DESCRIPTION OF THE TASK:
Your answer must be an exact copy of the data below, minus any pictures.
··· EXERCISE DATA
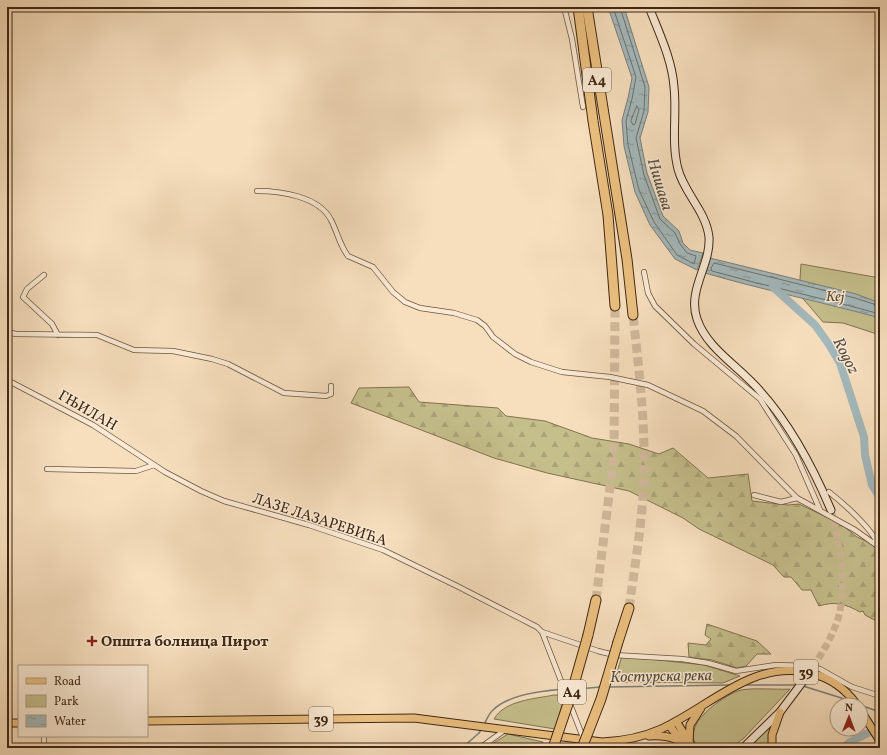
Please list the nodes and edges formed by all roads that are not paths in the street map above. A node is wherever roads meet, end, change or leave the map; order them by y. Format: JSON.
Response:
{"nodes":[{"id":1,"x":564,"y":7,"type":"edge"},
{"id":2,"x":578,"y":7,"type":"edge"},
{"id":3,"x":587,"y":7,"type":"edge"},
{"id":4,"x":649,"y":7,"type":"edge"},
{"id":5,"x":583,"y":107,"type":"dead end"},
{"id":6,"x":257,"y":190,"type":"dead end"},
{"id":7,"x":644,"y":272,"type":"dead end"},
{"id":8,"x":44,"y":275,"type":"dead end"},
{"id":9,"x":615,"y":306,"type":"tunnel mouth"},
{"id":10,"x":633,"y":315,"type":"tunnel mouth"},
{"id":11,"x":7,"y":332,"type":"edge"},
{"id":12,"x":58,"y":335,"type":"junction"},
{"id":13,"x":7,"y":380,"type":"edge"},
{"id":14,"x":331,"y":386,"type":"dead end"},
{"id":15,"x":154,"y":465,"type":"junction"},
{"id":16,"x":48,"y":469,"type":"dead end"},
{"id":17,"x":830,"y":492,"type":"dead end"},
{"id":18,"x":754,"y":495,"type":"dead end"},
{"id":19,"x":797,"y":498,"type":"junction"},
{"id":20,"x":820,"y":510,"type":"junction"},
{"id":21,"x":831,"y":510,"type":"tunnel mouth"},
{"id":22,"x":879,"y":547,"type":"edge"},
{"id":23,"x":596,"y":600,"type":"tunnel mouth"},
{"id":24,"x":629,"y":608,"type":"tunnel mouth"},
{"id":25,"x":542,"y":632,"type":"junction"},
{"id":26,"x":806,"y":678,"type":"tunnel mouth"},
{"id":27,"x":880,"y":696,"type":"edge"},
{"id":28,"x":850,"y":697,"type":"edge"},
{"id":29,"x":705,"y":704,"type":"junction"},
{"id":30,"x":780,"y":712,"type":"junction"},
{"id":31,"x":148,"y":721,"type":"edge"},
{"id":32,"x":869,"y":722,"type":"edge"},
{"id":33,"x":7,"y":723,"type":"edge"},
{"id":34,"x":18,"y":723,"type":"edge"},
{"id":35,"x":673,"y":723,"type":"junction"},
{"id":36,"x":504,"y":729,"type":"junction"},
{"id":37,"x":44,"y":737,"type":"edge"},
{"id":38,"x":642,"y":737,"type":"junction"},
{"id":39,"x":879,"y":739,"type":"edge"},
{"id":40,"x":583,"y":744,"type":"edge"},
{"id":41,"x":688,"y":745,"type":"edge"},
{"id":42,"x":44,"y":748,"type":"edge"},
{"id":43,"x":480,"y":748,"type":"edge"},
{"id":44,"x":553,"y":748,"type":"edge"},
{"id":45,"x":743,"y":748,"type":"edge"},
{"id":46,"x":772,"y":748,"type":"edge"}],
"edges":[{"from":1,"to":5,"type":"street"},
{"from":2,"to":9,"type":"highway","number":"A4"},
{"from":3,"to":10,"type":"highway","number":"A4"},
{"from":4,"to":21,"type":"main road"},
{"from":6,"to":19,"type":"street"},
{"from":7,"to":20,"type":"street"},
{"from":8,"to":12,"type":"street"},
{"from":11,"to":12,"type":"street"},
{"from":12,"to":14,"type":"street"},
{"from":13,"to":15,"type":"street","name":"ГЊИЛАН"},
{"from":15,"to":16,"type":"street"},
{"from":15,"to":25,"type":"street","name":"ЛАЗЕ ЛАЗАРЕВИЋА"},
{"from":17,"to":22,"type":"street"},
{"from":18,"to":19,"type":"street"},
{"from":19,"to":20,"type":"street"},
{"from":20,"to":22,"type":"street"},
{"from":23,"to":44,"type":"highway","number":"A4","bridge":true},
{"from":24,"to":40,"type":"highway","number":"A4","bridge":true},
{"from":25,"to":27,"type":"street","name":"ЛАЗЕ ЛАЗАРЕВИЋА"},
{"from":25,"to":40,"type":"street"},
{"from":26,"to":30,"type":"main road"},
{"from":28,"to":29,"type":"main road","number":"39"},
{"from":29,"to":35,"type":"main road","number":"39"},
{"from":29,"to":41,"type":"main road"},
{"from":30,"to":45,"type":"main road"},
{"from":30,"to":46,"type":"main road"},
{"from":31,"to":36,"type":"main road","number":"39"},
{"from":32,"to":39,"type":"main road"},
{"from":33,"to":34,"type":"main road"},
{"from":35,"to":38,"type":"main road","number":"39"},
{"from":35,"to":41,"type":"main road"},
{"from":36,"to":40,"type":"main road","number":"39"},
{"from":36,"to":43,"type":"street"},
{"from":37,"to":42,"type":"street"},
{"from":38,"to":40,"type":"main road","number":"39"},
{"from":38,"to":41,"type":"main road"}]}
······
RESPONSE:
Please list the nodes and edges formed by all roads that are not paths in the street map above. A node is wherever roads meet, end, change or leave the map; order them by y. Format: JSON.
Response:
{"nodes":[{"id":1,"x":564,"y":7,"type":"edge"},
{"id":2,"x":578,"y":7,"type":"edge"},
{"id":3,"x":587,"y":7,"type":"edge"},
{"id":4,"x":649,"y":7,"type":"edge"},
{"id":5,"x":583,"y":107,"type":"dead end"},
{"id":6,"x":257,"y":190,"type":"dead end"},
{"id":7,"x":644,"y":272,"type":"dead end"},
{"id":8,"x":44,"y":275,"type":"dead end"},
{"id":9,"x":615,"y":306,"type":"tunnel mouth"},
{"id":10,"x":633,"y":315,"type":"tunnel mouth"},
{"id":11,"x":7,"y":332,"type":"edge"},
{"id":12,"x":58,"y":335,"type":"junction"},
{"id":13,"x":7,"y":380,"type":"edge"},
{"id":14,"x":331,"y":386,"type":"dead end"},
{"id":15,"x":154,"y":465,"type":"junction"},
{"id":16,"x":48,"y":469,"type":"dead end"},
{"id":17,"x":830,"y":492,"type":"dead end"},
{"id":18,"x":754,"y":495,"type":"dead end"},
{"id":19,"x":797,"y":498,"type":"junction"},
{"id":20,"x":820,"y":510,"type":"junction"},
{"id":21,"x":831,"y":510,"type":"tunnel mouth"},
{"id":22,"x":879,"y":547,"type":"edge"},
{"id":23,"x":596,"y":600,"type":"tunnel mouth"},
{"id":24,"x":629,"y":608,"type":"tunnel mouth"},
{"id":25,"x":542,"y":632,"type":"junction"},
{"id":26,"x":806,"y":678,"type":"tunnel mouth"},
{"id":27,"x":880,"y":696,"type":"edge"},
{"id":28,"x":850,"y":697,"type":"edge"},
{"id":29,"x":705,"y":704,"type":"junction"},
{"id":30,"x":780,"y":712,"type":"junction"},
{"id":31,"x":148,"y":721,"type":"edge"},
{"id":32,"x":869,"y":722,"type":"edge"},
{"id":33,"x":7,"y":723,"type":"edge"},
{"id":34,"x":18,"y":723,"type":"edge"},
{"id":35,"x":673,"y":723,"type":"junction"},
{"id":36,"x":504,"y":729,"type":"junction"},
{"id":37,"x":44,"y":737,"type":"edge"},
{"id":38,"x":642,"y":737,"type":"junction"},
{"id":39,"x":879,"y":739,"type":"edge"},
{"id":40,"x":583,"y":744,"type":"edge"},
{"id":41,"x":688,"y":745,"type":"edge"},
{"id":42,"x":44,"y":748,"type":"edge"},
{"id":43,"x":480,"y":748,"type":"edge"},
{"id":44,"x":553,"y":748,"type":"edge"},
{"id":45,"x":743,"y":748,"type":"edge"},
{"id":46,"x":772,"y":748,"type":"edge"}],
"edges":[{"from":1,"to":5,"type":"street"},
{"from":2,"to":9,"type":"highway","number":"A4"},
{"from":3,"to":10,"type":"highway","number":"A4"},
{"from":4,"to":21,"type":"main road"},
{"from":6,"to":19,"type":"street"},
{"from":7,"to":20,"type":"street"},
{"from":8,"to":12,"type":"street"},
{"from":11,"to":12,"type":"street"},
{"from":12,"to":14,"type":"street"},
{"from":13,"to":15,"type":"street","name":"ГЊИЛАН"},
{"from":15,"to":16,"type":"street"},
{"from":15,"to":25,"type":"street","name":"ЛАЗЕ ЛАЗАРЕВИЋА"},
{"from":17,"to":22,"type":"street"},
{"from":18,"to":19,"type":"street"},
{"from":19,"to":20,"type":"street"},
{"from":20,"to":22,"type":"street"},
{"from":23,"to":44,"type":"highway","number":"A4","bridge":true},
{"from":24,"to":40,"type":"highway","number":"A4","bridge":true},
{"from":25,"to":27,"type":"street","name":"ЛАЗЕ ЛАЗАРЕВИЋА"},
{"from":25,"to":40,"type":"street"},
{"from":26,"to":30,"type":"main road"},
{"from":28,"to":29,"type":"main road","number":"39"},
{"from":29,"to":35,"type":"main road","number":"39"},
{"from":29,"to":41,"type":"main road"},
{"from":30,"to":45,"type":"main road"},
{"from":30,"to":46,"type":"main road"},
{"from":31,"to":36,"type":"main road","number":"39"},
{"from":32,"to":39,"type":"main road"},
{"from":33,"to":34,"type":"main road"},
{"from":35,"to":38,"type":"main road","number":"39"},
{"from":35,"to":41,"type":"main road"},
{"from":36,"to":40,"type":"main road","number":"39"},
{"from":36,"to":43,"type":"street"},
{"from":37,"to":42,"type":"street"},
{"from":38,"to":40,"type":"main road","number":"39"},
{"from":38,"to":41,"type":"main road"}]}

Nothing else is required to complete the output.